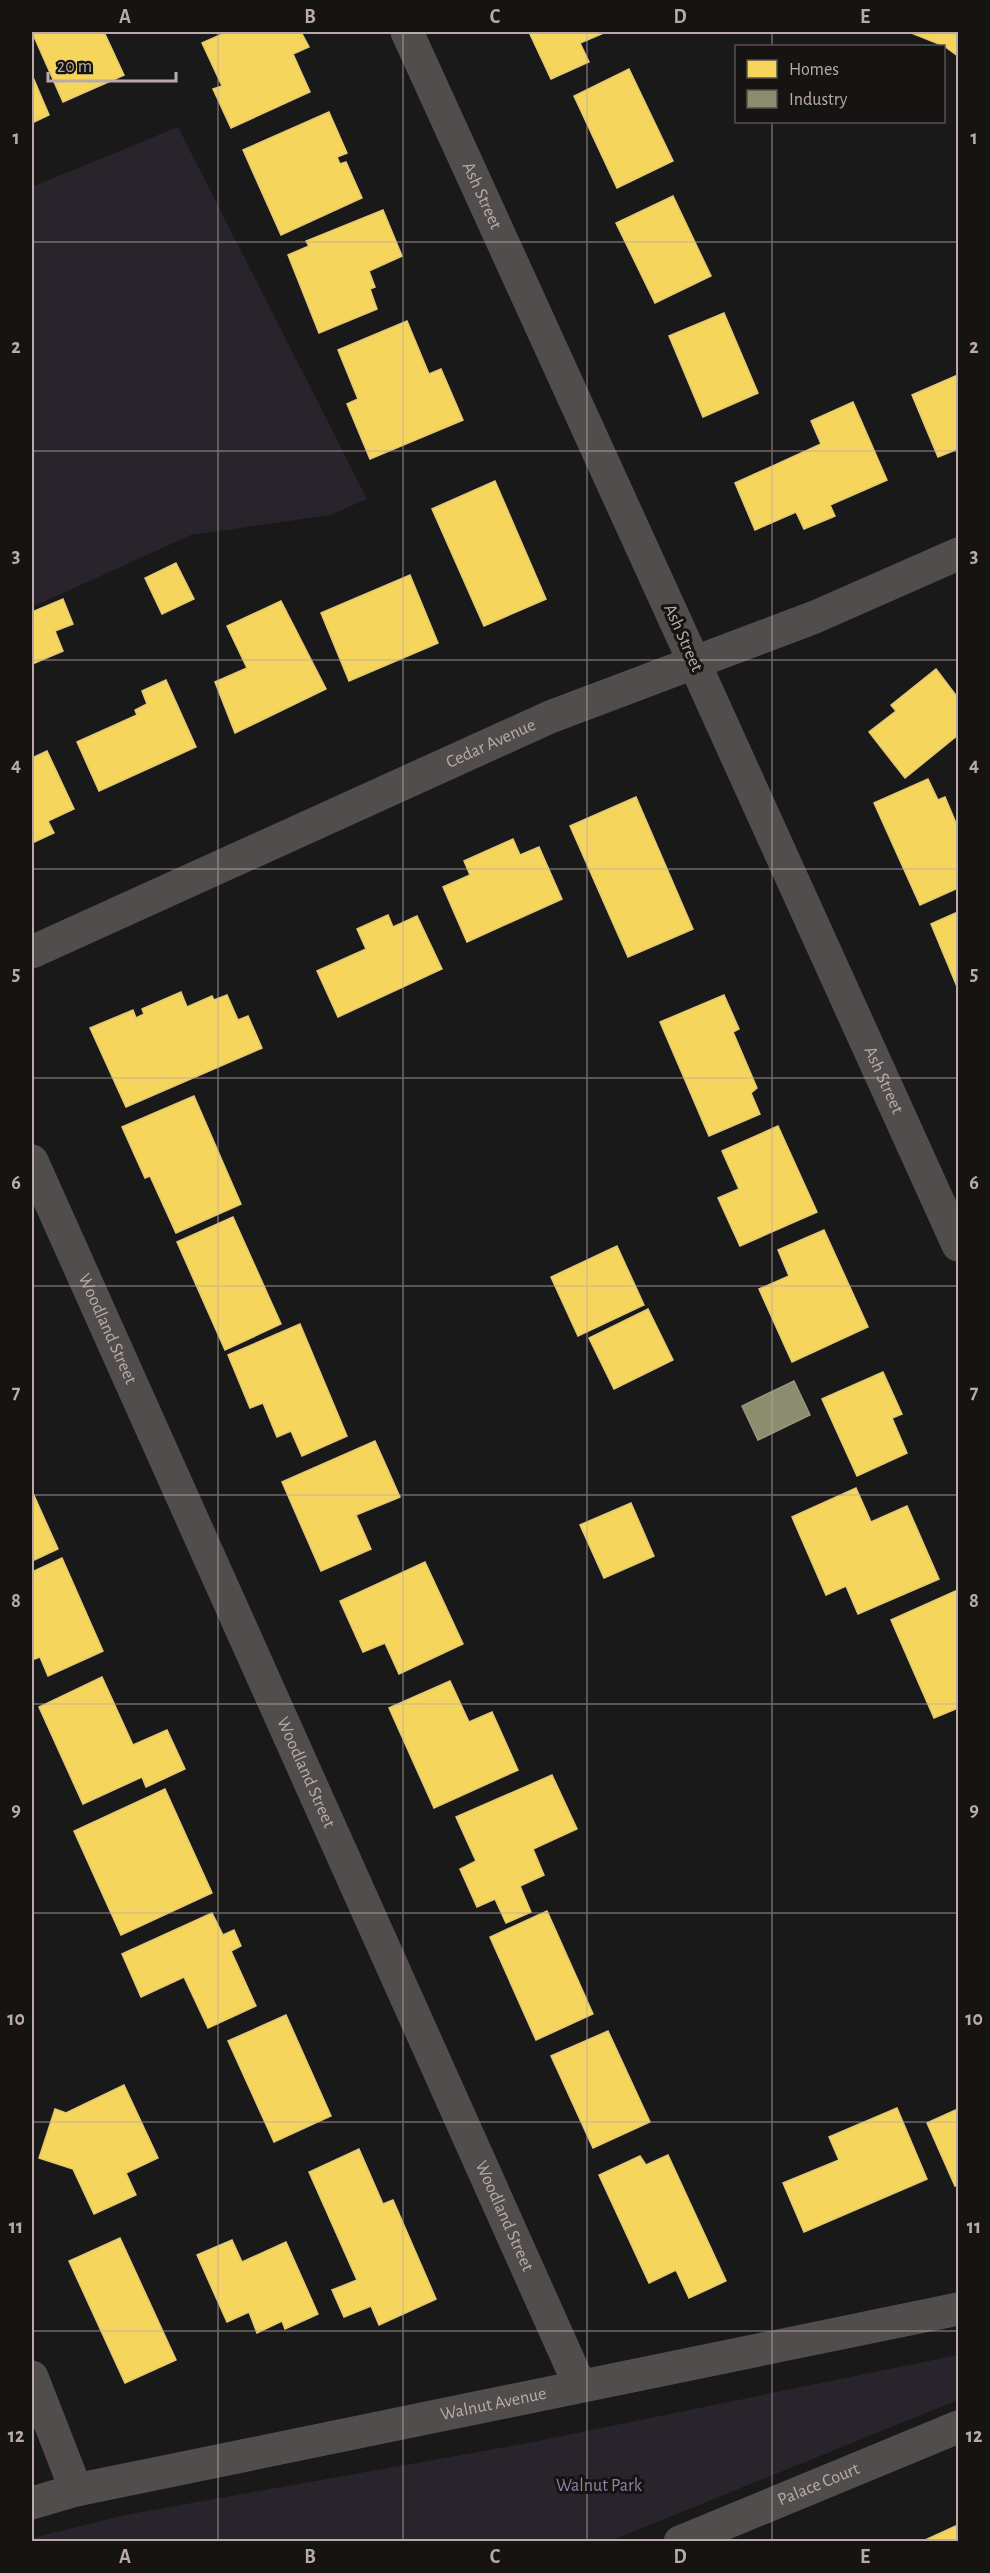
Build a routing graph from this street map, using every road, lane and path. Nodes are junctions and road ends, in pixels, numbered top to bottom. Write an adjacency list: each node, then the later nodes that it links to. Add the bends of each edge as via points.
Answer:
1 (407, 32): 3 (street, Ash Street)
2 (958, 554): 3 (street, Cedar Avenue, via 815,617)
3 (694, 662): 4 (street, Cedar Avenue, via 550,717); 6 (street, Ash Street)
4 (32, 952)
5 (32, 1161): 9 (street, Woodland Street)
6 (958, 1245)
7 (958, 2309): 9 (street, Walnut Avenue)
8 (32, 2377): 11 (street)
9 (580, 2386): 11 (street, Walnut Avenue)
10 (958, 2427): 13 (street, Palace Court)
11 (76, 2490): 12 (street, Walnut Avenue)
12 (32, 2503)
13 (680, 2541)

+-------+

### Task details
Only the pictures stay behind; copy everything else in the records above exactly.

### Finished task
Build a routing graph from this street map, using every road, lane and path. Nodes are junctions and road ends, in pixels, numbered top to bottom. Write an adjacency list: each node, then the later nodes that it links to. Add the bends of each edge as via points.
Answer:
1 (407, 32): 3 (street, Ash Street)
2 (958, 554): 3 (street, Cedar Avenue, via 815,617)
3 (694, 662): 4 (street, Cedar Avenue, via 550,717); 6 (street, Ash Street)
4 (32, 952)
5 (32, 1161): 9 (street, Woodland Street)
6 (958, 1245)
7 (958, 2309): 9 (street, Walnut Avenue)
8 (32, 2377): 11 (street)
9 (580, 2386): 11 (street, Walnut Avenue)
10 (958, 2427): 13 (street, Palace Court)
11 (76, 2490): 12 (street, Walnut Avenue)
12 (32, 2503)
13 (680, 2541)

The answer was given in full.